The next issue is #129, and I used to have a copy of this. Banner makes friends with an amnesiac truck driver. They talk about their problems, and then the truck driver, Sam, runs off and turns into ... The Leader! Ol' Big Brain had turned human and given himself a subconscious command to turn into the Leader again after learning something that can be used against his hated enemy the Hulk! And so, while Banner hides in the sewers in Los Angeles for several weeks, The Leader revives the Glob (from Hulk #121) and sends him to L.A. (they don't explain how the Leader or the glob knows where Banner is) to fight the Hulk.
I love the way the Leader keeps popping up during this part of the run. And writer Roy Thomas varies each appearance enough so that it doesn't get stale. (And when it does start to get a little stale, a different villain keeps popping up, shifting from the Rhino to the Abomination.) And the whole "Leader turns amnesiac human to become his own pawn in revenge plan against the Hulk" is just another reason the Leader is so creepy!
The next two stories in The Essential Hulk, Volume 3, are from Captain Marvel #20 and #21, guest-starring the Hulk! Roy Thomas is the writer and the art is some beautiful work by Gil Kane, inked by Dan Adkins (who inked a few of my favorite issues of The Hulk a little over a year earlier). Rick Jones searches out Bruce Banner at one of his secret labs in the desert. Then the Hulk terrorizes the campus at Desert University and Captain Marvel must stop him!
The Captain Marvel issues are, like the Hulk issues of this period, a lot of fun.
The next two issues, Hulk #130 and #131, are a single story where Banner seeks out an old colleague from his college days and they work on a cure for Banner's condition. It almost works - Banner and the Hulk are separated! And the Hulk wants to kill Banner! And the military, led by General Ross, show at just this moment because they've been tracking Banner! And it turns out the colleague was secretly jealous of Banner and has been plotting against him!
It's really very exciting!
Somehow, they all get separated in the ensuing confusion and the Hulk sort of wanders into Los Angeles where he gest inked by John Severin and he meets Jim Wilson. Yay! Jim Wilson! This is his first appearance. He lives in a large ghetto that seems to composed exclusively of fire-gutted tenements. Jim gives Hulk his last candy bar and that's how Hulk knows that they are friends. (The Hulk is too polite to note that he prefers Hostess Fruit Pies.) Then the Hulk threatens Jim and tells him to go get Banner and bring him to the ghetto so that Hulk can smash him.

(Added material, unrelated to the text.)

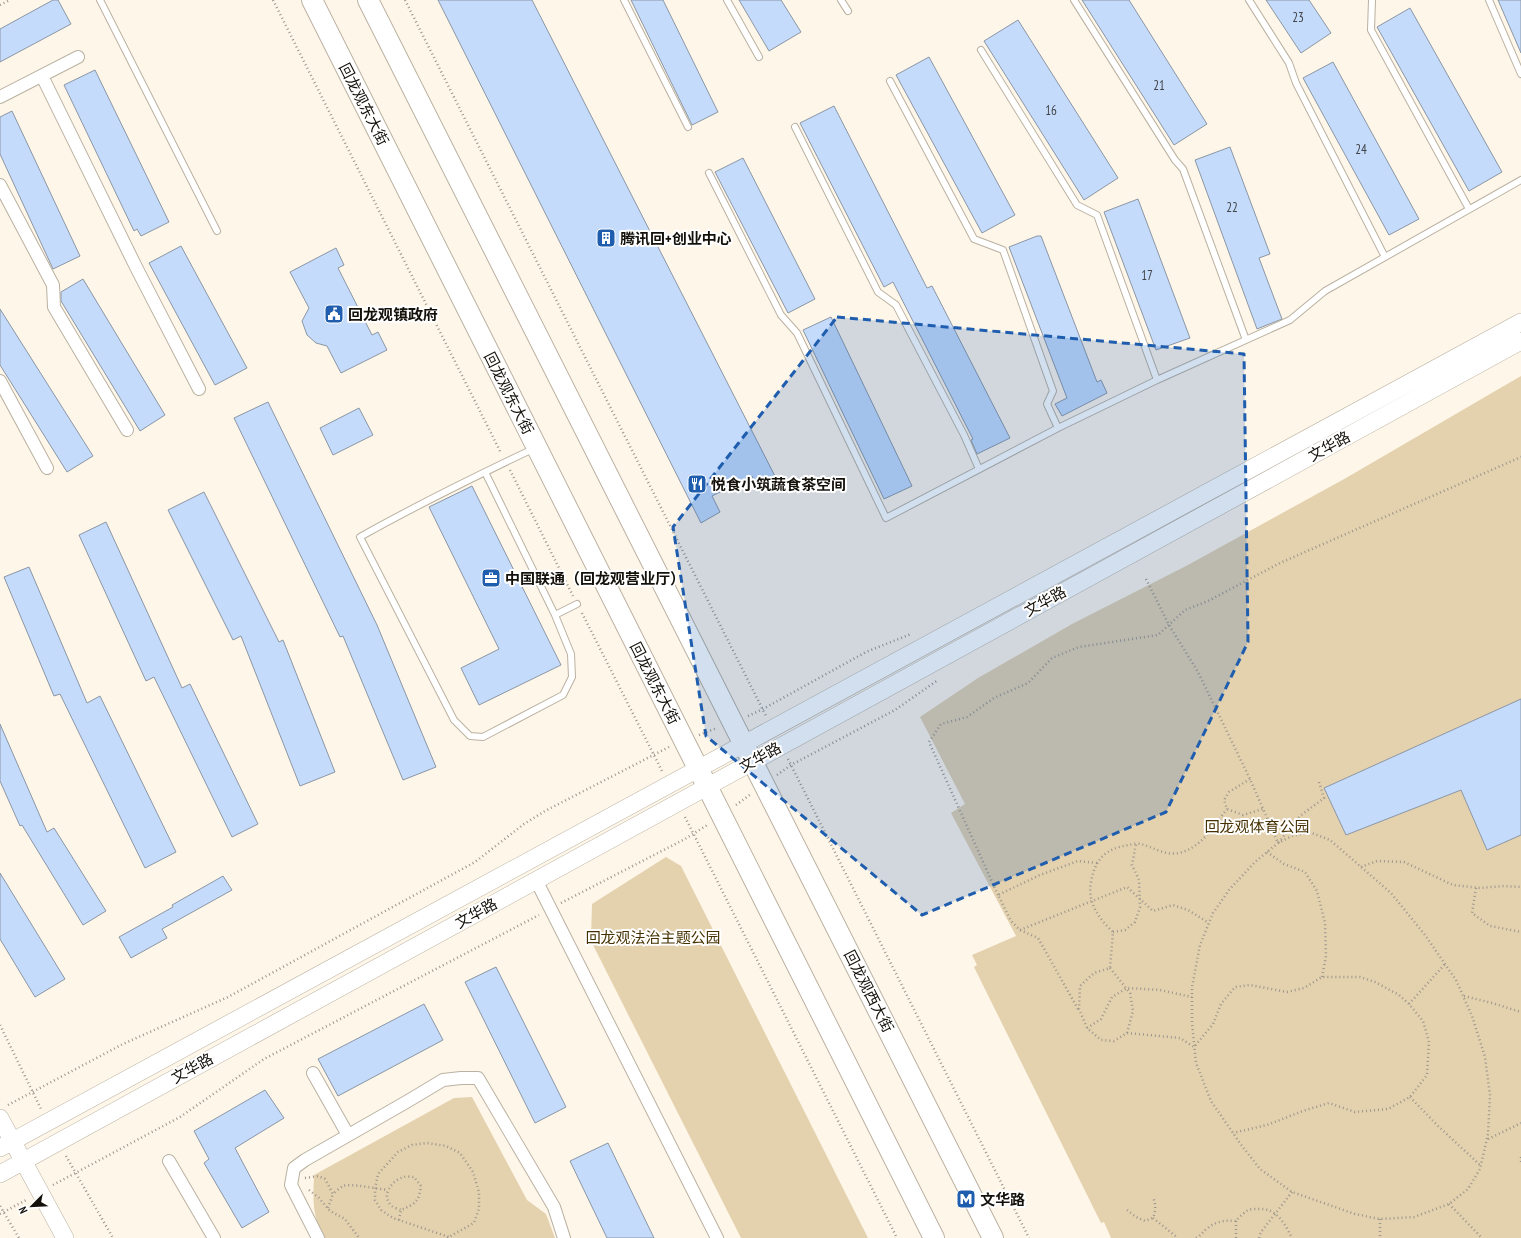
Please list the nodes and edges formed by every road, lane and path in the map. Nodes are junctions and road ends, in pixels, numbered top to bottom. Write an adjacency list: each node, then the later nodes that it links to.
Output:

It doesn't quite go as planned. Jim had no problem sneaking onto the base and finding a cozy perch where he can spy on General Ross, Banner and Betty as they discuss top-level strategy. (I wonder what Betty Ross's security clearance is.) Anyway, they all become friends and Iron Man is called in. He sort of apologizes that they didn't get the "real" Avengers the last time they asked for help. He says:
You seemed less than pleased with the contingent of Avengers who answered your last request for aid! So this time, when I heard what was afoot, I came on my own!
And so they all go to Los Angeles and Iron Man and the Hulk and the military mix it up for a few pages and then Banner intervenes and the two entities are united again and the Hulk is knocked unconscious and captured by the military and Jim feels bad for his role in getting the Hulk.
TO BE HULKINUED! ...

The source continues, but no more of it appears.